The trouble with this approach is the imprecision of that scale of 1 to 10, where a 10 would be “the most intense pain sensation imaginable." How does a patient imagine the worst pain ever and give their own pain a number? Middle-class British men who have never been in a war zone may find it hard to imagine anything more agonising than toothache or a tennis injury. Women who have experienced childbirth may, after that experience, rate everything else as a mild 3 or 4.
I asked some friends what they thought the worst physical pain might be. Inevitably, they just described nasty things that had happened to them.

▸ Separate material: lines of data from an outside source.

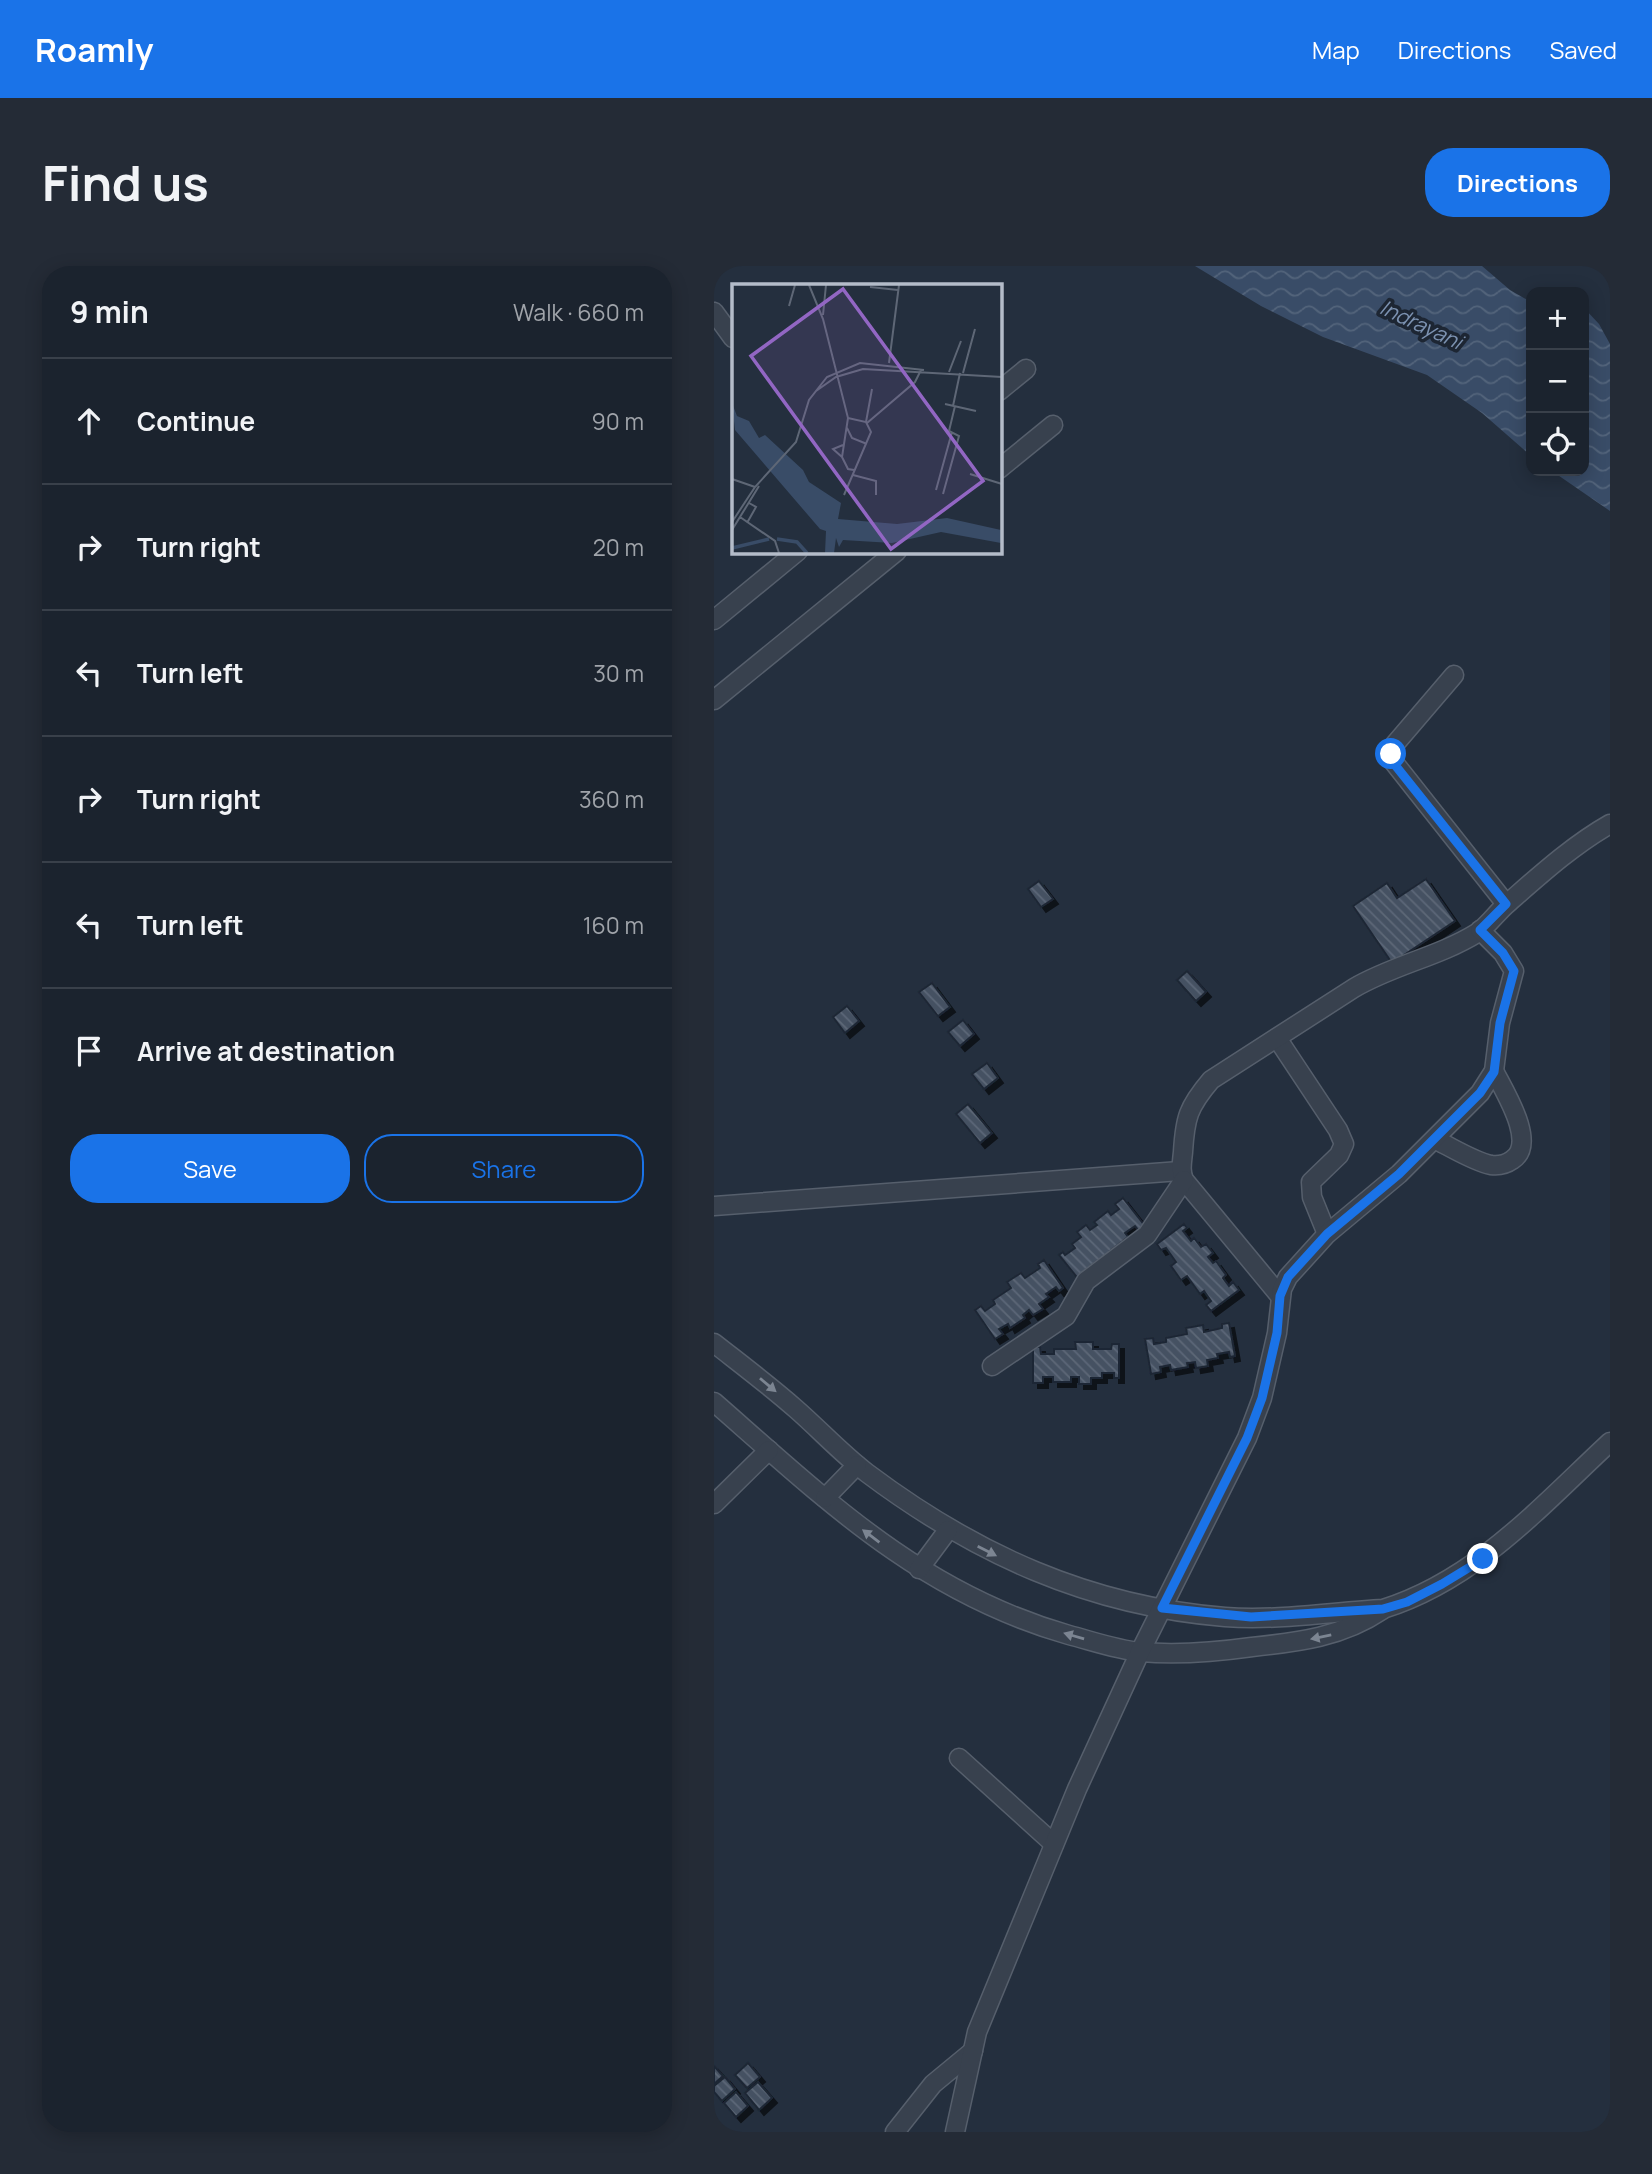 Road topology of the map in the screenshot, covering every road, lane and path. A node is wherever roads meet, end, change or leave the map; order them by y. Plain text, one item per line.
1 (714, 312) edge
2 (732, 337) edge
3 (1026, 369) dead end
4 (1001, 389) edge
5 (1053, 425) dead end
6 (1001, 467) edge
7 (796, 553) edge
8 (895, 553) edge
9 (714, 620) edge
10 (1454, 675) dead end
11 (714, 700) edge
12 (1610, 824) edge
13 (1506, 904) junction
14 (1480, 930) junction
15 (1276, 1038) junction
16 (1494, 1072) junction
17 (1436, 1140) junction
18 (1182, 1176) junction
19 (714, 1206) edge
20 (1327, 1234) junction
21 (1280, 1296) junction
22 (714, 1343) edge
23 (992, 1366) dead end
24 (714, 1402) edge
25 (1610, 1442) edge
26 (769, 1450) junction
27 (858, 1465) junction
28 (825, 1498) junction
29 (714, 1504) edge
30 (948, 1530) junction
31 (919, 1569) junction
32 (1162, 1608) junction
33 (1383, 1609) junction
34 (1140, 1652) junction
35 (958, 1758) dead end
36 (1054, 1844) junction
37 (973, 2051) junction
38 (895, 2132) edge
39 (955, 2132) edge

1 - 2 street
3 - 4 street
5 - 6 street
7 - 9 street
8 - 11 street
10 - 13 street
12 - 13 street
13 - 14 street
14 - 15 street
14 - 16 street
15 - 18 street
15 - 20 street
16 - 17 street
16 - 17 street
17 - 20 street
18 - 19 street
18 - 21 street
18 - 23 street
20 - 21 street
21 - 32 street
22 -> 27 street
24 - 26 street
25 - 33 street
26 - 28 street
26 - 29 street
27 - 28 street
27 - 30 street
31 -> 28 street
30 - 31 street
30 -> 32 street
34 -> 31 street
32 - 33 street
32 - 34 street
33 -> 34 street
34 - 36 street
35 - 36 street
36 - 37 street
37 - 38 street
37 - 39 street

One man nominated gout. He recalled lying on a sofa, with his gouty foot resting on a pillow, when a visiting aunt passed by; the chiffon scarf she was wearing slipped from her neck and lightly touched his foot. It was “unbearable agony." A brother-in-law nominated post-root-canal toothache—unlike muscular or back pain, he said, it couldn’t be alleviated by shifting your posture. It was “relentless." A male friend confided that a haemorrhoidectomy had left him with irritable bowel syndrome, in which a daily spasm made him feel “as if somebody had shoved a stirrup pump up my arse and was pumping furiously." The pain was, he said, “boundless, as if it wouldn’t stop until I exploded” A woman friend recalled the moment the hem of her husband’s trouser leg snagged on her big toe, ripping the nail clean off. She used a musical analogy to explain the effect: “I’d been through childbirth, I’d broken my leg—and I recalled them both as low moaning noises, like cellos; the ripped-off nail was excruciating, a great high deafening shriek of psychopathic violins, like nothing I’d heard or felt before.”

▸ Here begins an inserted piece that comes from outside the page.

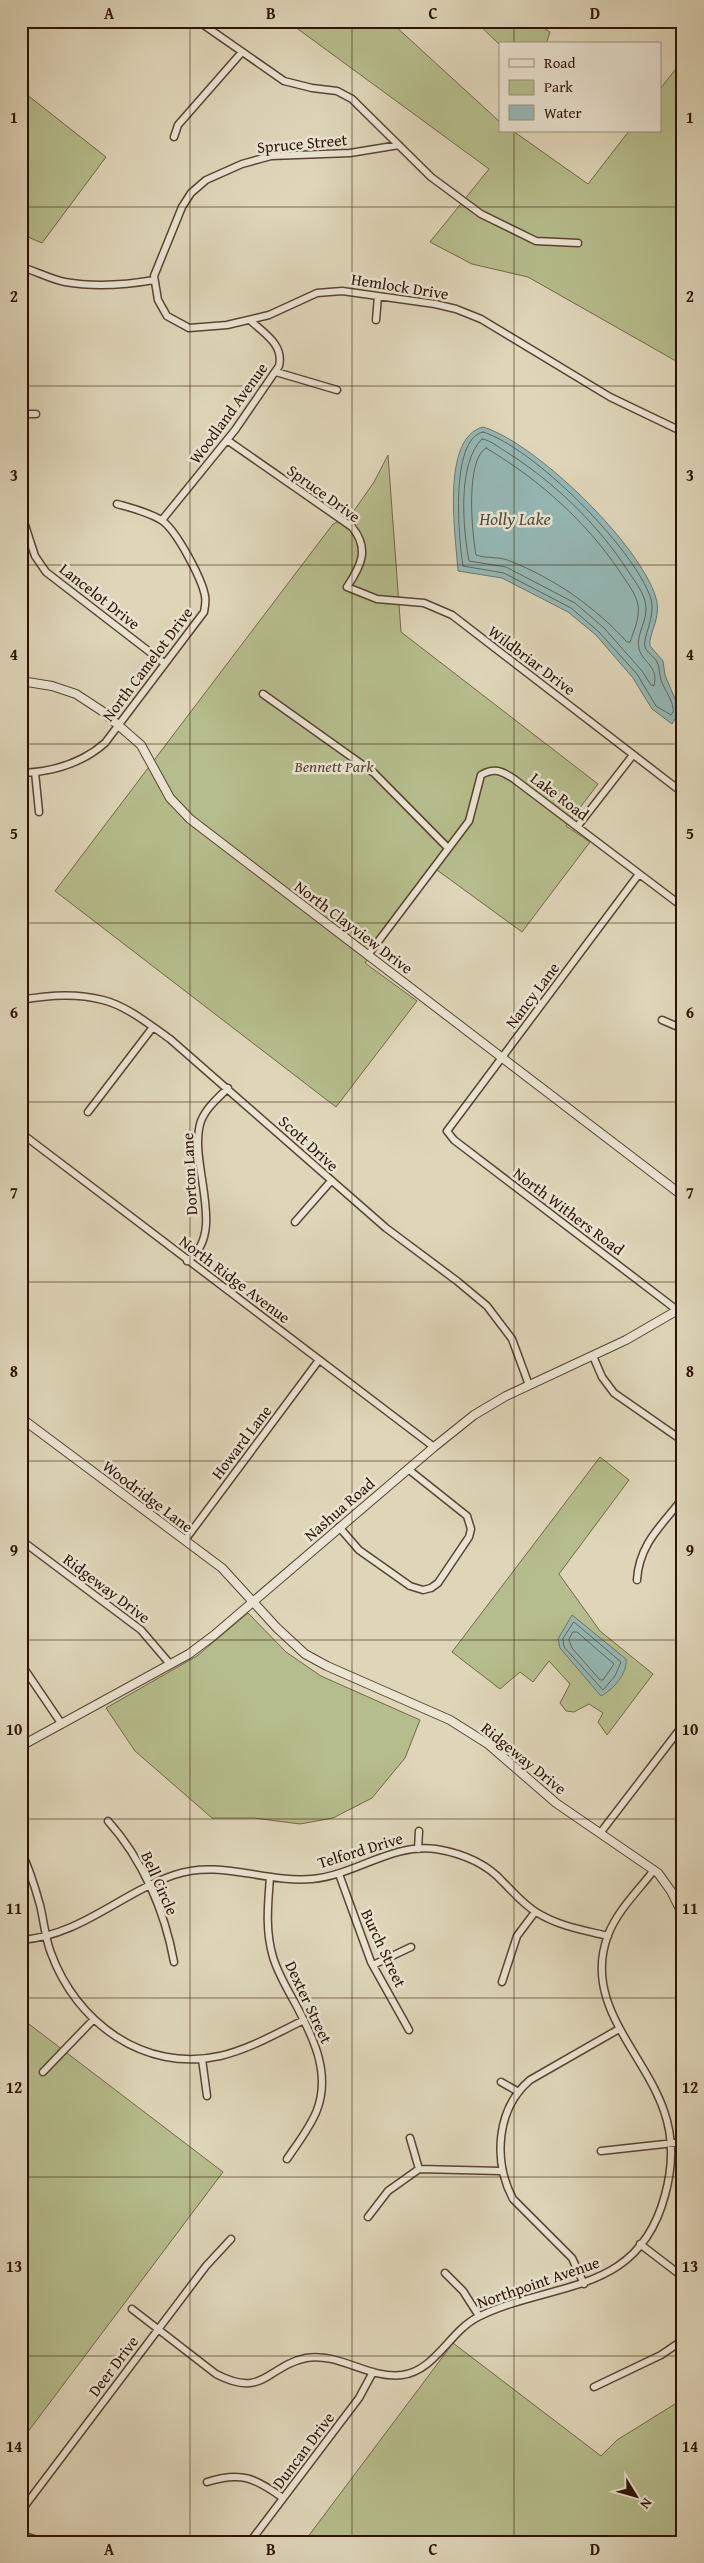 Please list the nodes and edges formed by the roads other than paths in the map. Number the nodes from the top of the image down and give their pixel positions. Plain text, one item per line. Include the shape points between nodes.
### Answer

A novelist friend who specialises in World War drew my attention to Stuart Cloete’s memoir Victorian Son, in which the author records his time in a field hospital. He marvels at the stoicism of the wounded soldiers: “I have heard boys on their stretchers crying with weakness, but all they ever asked for was water or a cigarette. The exception was a man hit through the palm of the hand. This I believe to be the most painful wound there is, as the sinews of the arm contract, tearing as if on a rack.”
Is it true? Looking at the Crucifixion scene in Matthias Grünewald’s Isenheim Altarpiece (151216), you take in the horribly straining fingers of Christ, around the fat nailheads that skewer his hands to the wood—and oh God yes, you believe it must be true.
It seems a shame that these eloquent descriptions are reduced by the McGill Questionnaire to words like ‘throbbing or sharp but its function is simply to give pain a number—a number that will, with luck, be decreased after treatment, when the patient is reassessed.
This procedure doesn’t impress Professor Stephen McMahon of the London Pain Consortium, an organisation formed in 2002 to promote internationally competitive research into pain. “There are lots of problems that come with trying to measure pain,” he says. “I think the obsession with numbers is an oversimplification. Pain is not unidimensional. It doesn’t just come with scale—a lot or a little—it comes with other baggage: how threatening it is, how emotionally disturbing, how it affects your ability to concentrate. The measuring obsession probably comes from the regulators who think that, to understand drugs, you have to show efficacy. And the American Food and Drug Administration doesn’t like quality-of-life assessments; they like hard numbers. So we’re thrown back on giving it a number and scoring it. It’s a bit of a wasted exercise because it’s only one dimension of pain that we’re capturing.”